(Saved data entries)
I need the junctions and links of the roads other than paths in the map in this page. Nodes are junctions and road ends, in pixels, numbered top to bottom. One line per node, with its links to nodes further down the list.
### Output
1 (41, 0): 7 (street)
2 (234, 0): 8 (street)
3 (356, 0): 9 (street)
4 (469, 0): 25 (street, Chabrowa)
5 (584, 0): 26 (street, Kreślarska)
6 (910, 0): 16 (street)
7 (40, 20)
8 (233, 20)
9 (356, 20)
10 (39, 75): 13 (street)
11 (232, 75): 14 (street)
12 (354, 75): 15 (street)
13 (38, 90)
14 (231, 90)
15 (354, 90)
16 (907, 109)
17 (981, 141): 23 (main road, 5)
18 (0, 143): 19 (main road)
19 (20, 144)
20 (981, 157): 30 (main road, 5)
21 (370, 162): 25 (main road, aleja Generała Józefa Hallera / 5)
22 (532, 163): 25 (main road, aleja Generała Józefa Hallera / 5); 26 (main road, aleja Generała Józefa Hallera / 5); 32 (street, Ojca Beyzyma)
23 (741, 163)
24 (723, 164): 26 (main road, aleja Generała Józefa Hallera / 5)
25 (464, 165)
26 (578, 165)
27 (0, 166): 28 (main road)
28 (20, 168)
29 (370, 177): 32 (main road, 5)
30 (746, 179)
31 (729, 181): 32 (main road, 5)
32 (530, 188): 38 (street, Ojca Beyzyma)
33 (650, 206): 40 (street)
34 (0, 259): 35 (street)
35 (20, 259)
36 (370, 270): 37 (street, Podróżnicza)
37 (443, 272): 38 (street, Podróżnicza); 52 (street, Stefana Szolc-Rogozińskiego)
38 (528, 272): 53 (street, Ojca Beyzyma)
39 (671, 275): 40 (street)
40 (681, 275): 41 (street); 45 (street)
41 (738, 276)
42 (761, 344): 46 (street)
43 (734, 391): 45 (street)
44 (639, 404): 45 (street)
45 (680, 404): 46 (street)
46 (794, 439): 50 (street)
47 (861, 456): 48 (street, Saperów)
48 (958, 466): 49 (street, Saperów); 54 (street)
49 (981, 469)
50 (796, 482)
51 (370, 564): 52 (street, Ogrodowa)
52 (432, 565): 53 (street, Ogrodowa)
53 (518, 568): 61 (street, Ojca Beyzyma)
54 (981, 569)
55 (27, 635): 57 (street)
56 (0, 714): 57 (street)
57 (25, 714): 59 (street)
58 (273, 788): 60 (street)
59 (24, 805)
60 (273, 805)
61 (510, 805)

* * *

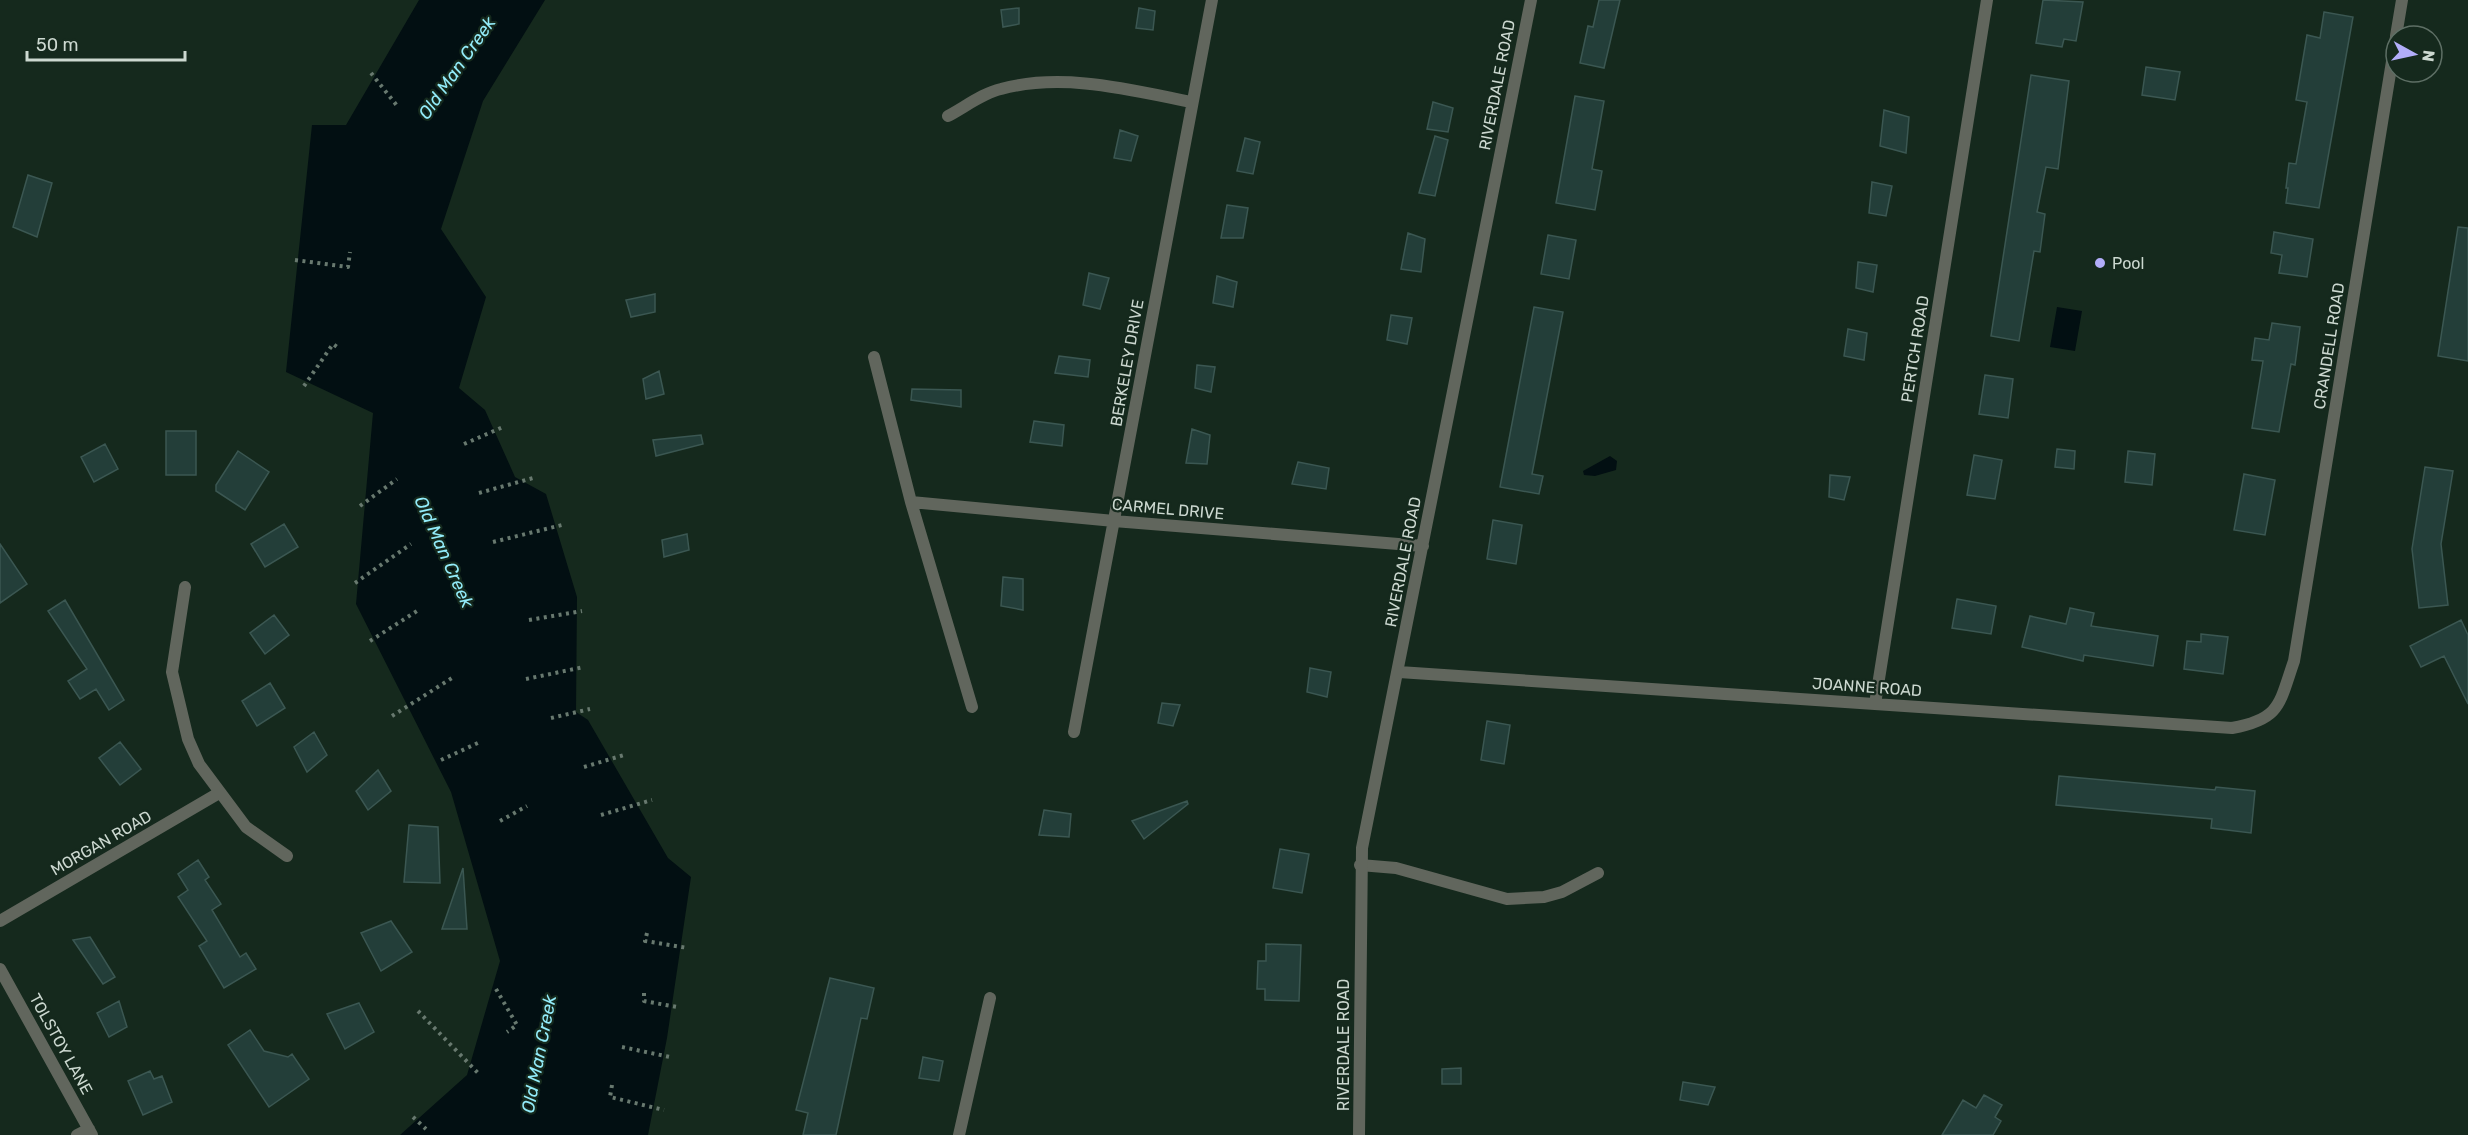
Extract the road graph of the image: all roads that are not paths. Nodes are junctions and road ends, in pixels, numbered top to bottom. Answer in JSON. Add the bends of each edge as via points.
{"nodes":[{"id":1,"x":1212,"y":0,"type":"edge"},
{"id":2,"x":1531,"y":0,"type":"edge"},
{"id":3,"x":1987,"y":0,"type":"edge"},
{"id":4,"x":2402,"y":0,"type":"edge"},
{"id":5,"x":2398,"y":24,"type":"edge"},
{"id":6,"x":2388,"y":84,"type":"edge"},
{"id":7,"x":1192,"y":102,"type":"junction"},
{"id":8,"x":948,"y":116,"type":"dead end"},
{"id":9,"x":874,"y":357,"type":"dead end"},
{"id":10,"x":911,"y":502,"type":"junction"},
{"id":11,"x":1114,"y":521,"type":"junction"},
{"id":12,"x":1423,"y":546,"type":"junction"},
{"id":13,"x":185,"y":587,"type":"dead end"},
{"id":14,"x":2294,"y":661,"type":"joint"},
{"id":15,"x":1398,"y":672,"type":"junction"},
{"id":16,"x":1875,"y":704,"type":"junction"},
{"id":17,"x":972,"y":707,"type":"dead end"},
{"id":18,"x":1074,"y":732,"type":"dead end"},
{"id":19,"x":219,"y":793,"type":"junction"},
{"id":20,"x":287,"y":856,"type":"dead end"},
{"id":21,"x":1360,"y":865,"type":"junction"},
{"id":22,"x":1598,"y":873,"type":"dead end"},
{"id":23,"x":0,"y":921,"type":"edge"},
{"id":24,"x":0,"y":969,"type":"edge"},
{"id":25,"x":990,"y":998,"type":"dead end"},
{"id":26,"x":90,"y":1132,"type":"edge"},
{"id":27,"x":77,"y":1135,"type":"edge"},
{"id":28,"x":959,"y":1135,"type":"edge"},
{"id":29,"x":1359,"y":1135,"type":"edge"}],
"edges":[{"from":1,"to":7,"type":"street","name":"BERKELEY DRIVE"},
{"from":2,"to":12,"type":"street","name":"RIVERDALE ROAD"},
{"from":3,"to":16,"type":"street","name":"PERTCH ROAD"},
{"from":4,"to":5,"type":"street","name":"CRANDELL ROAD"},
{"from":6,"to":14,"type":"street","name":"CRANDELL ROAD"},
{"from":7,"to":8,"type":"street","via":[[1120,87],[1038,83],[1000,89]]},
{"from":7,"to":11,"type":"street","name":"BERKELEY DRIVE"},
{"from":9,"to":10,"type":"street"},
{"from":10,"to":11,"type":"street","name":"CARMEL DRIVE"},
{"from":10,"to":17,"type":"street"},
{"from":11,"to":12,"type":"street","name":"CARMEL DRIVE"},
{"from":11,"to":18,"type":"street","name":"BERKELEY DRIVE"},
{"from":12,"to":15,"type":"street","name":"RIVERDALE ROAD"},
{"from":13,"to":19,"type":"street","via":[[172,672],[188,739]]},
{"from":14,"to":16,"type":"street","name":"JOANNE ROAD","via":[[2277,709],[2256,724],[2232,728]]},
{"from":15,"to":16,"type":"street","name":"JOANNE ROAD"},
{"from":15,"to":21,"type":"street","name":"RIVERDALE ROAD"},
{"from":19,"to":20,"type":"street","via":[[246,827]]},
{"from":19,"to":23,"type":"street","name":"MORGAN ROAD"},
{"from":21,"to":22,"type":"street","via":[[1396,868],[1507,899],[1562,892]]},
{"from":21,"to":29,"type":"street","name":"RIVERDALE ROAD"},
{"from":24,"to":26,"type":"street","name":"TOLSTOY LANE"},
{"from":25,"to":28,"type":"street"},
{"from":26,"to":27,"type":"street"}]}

Exercise aim: All lines above holding the word "numbered" make up the answer; copy each one.

Result for this task:
I need the junctions and links of the roads other than paths in the map in this page. Nodes are junctions and road ends, in pixels, numbered top to bottom. One line per node, with its links to nodes further down the list.
Extract the road graph of the image: all roads that are not paths. Nodes are junctions and road ends, in pixels, numbered top to bottom. Answer in JSON. Add the bends of each edge as via points.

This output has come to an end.